Thursday, May 31, 2007

Priestly Rule (II)

Intellectual rule via elite control began with Mesopotamian priests 6000 years ago.

For the U.S., Kennedy’s “Camelot” was a high point of intellectual rule. David Halberstam brilliantly defined this rule in The Best and the Brightest, which documented the origins of the Vietnam disaster. The intellectuals made a Faustian bargain for the keys to the Pentagon, agreeing in exchange to wage an aggressive popular defense of freedom in the face of international Communism.

Kennedy’s “best and brightest” won the Cold War’s most important victory in 1962 by adeptly handling the Cuban missile crisis. Kennedy followed that up with the Limited Test Ban Treaty in 1963, and turned that year to completing our civil rights revolution at home, which the Kennedy team under Texan Lyndon Johnson carried to victory in 1964-65.

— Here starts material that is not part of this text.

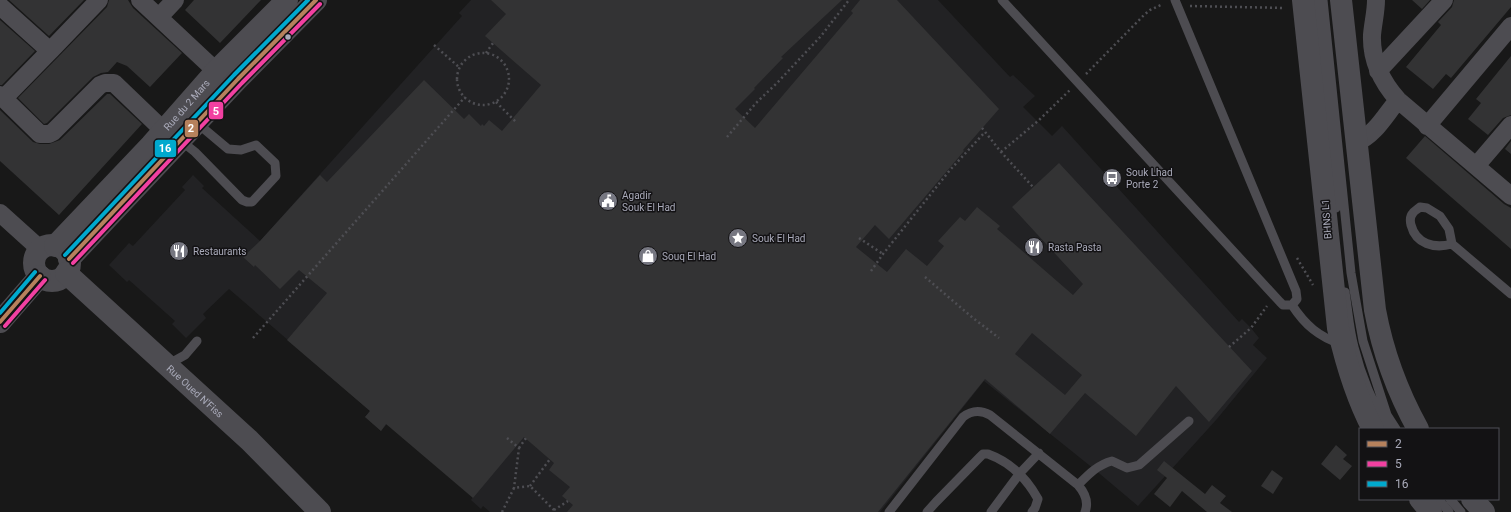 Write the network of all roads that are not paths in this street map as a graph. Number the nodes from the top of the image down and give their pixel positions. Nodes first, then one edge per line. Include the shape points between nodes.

Of course, the commanding intellectual control over America all came apart over the next four years, as brains separated themselves from the Democrats responsible for Vietnam.

Intellectuals drove the U.S. from Vietnam. Intellectuals used Watergate to drive Nixon from the White House. Since that double triumph, the Democratic Party home of the intellectuals has held power in Washington (White House + Congress) for just 6 years out of 40—15% of the time. From the coming of the New Deal until 1968, Democrats controlled Washington for 26 of 36 years—72% of the time. Used to power as an entitlement, intellectuals have been frustrated by the Republican Party’s return to power since Vietnam, largely through use of the national security issue.

But while denied full political power, the modern-day priest class has come to dominate our national elite made up of bureaucrats plus institutions that need government’s help to further their agenda—entertainment and the arts, academe, the Third Sector, and the media. The only elite groups outside this Democratic core are the military, small business, the clergy (but only social conservatives), and big business (but only those who oppose high taxes). Entitlement, the belief that it is right for intellectuals to rule America, is alive and well in 2007.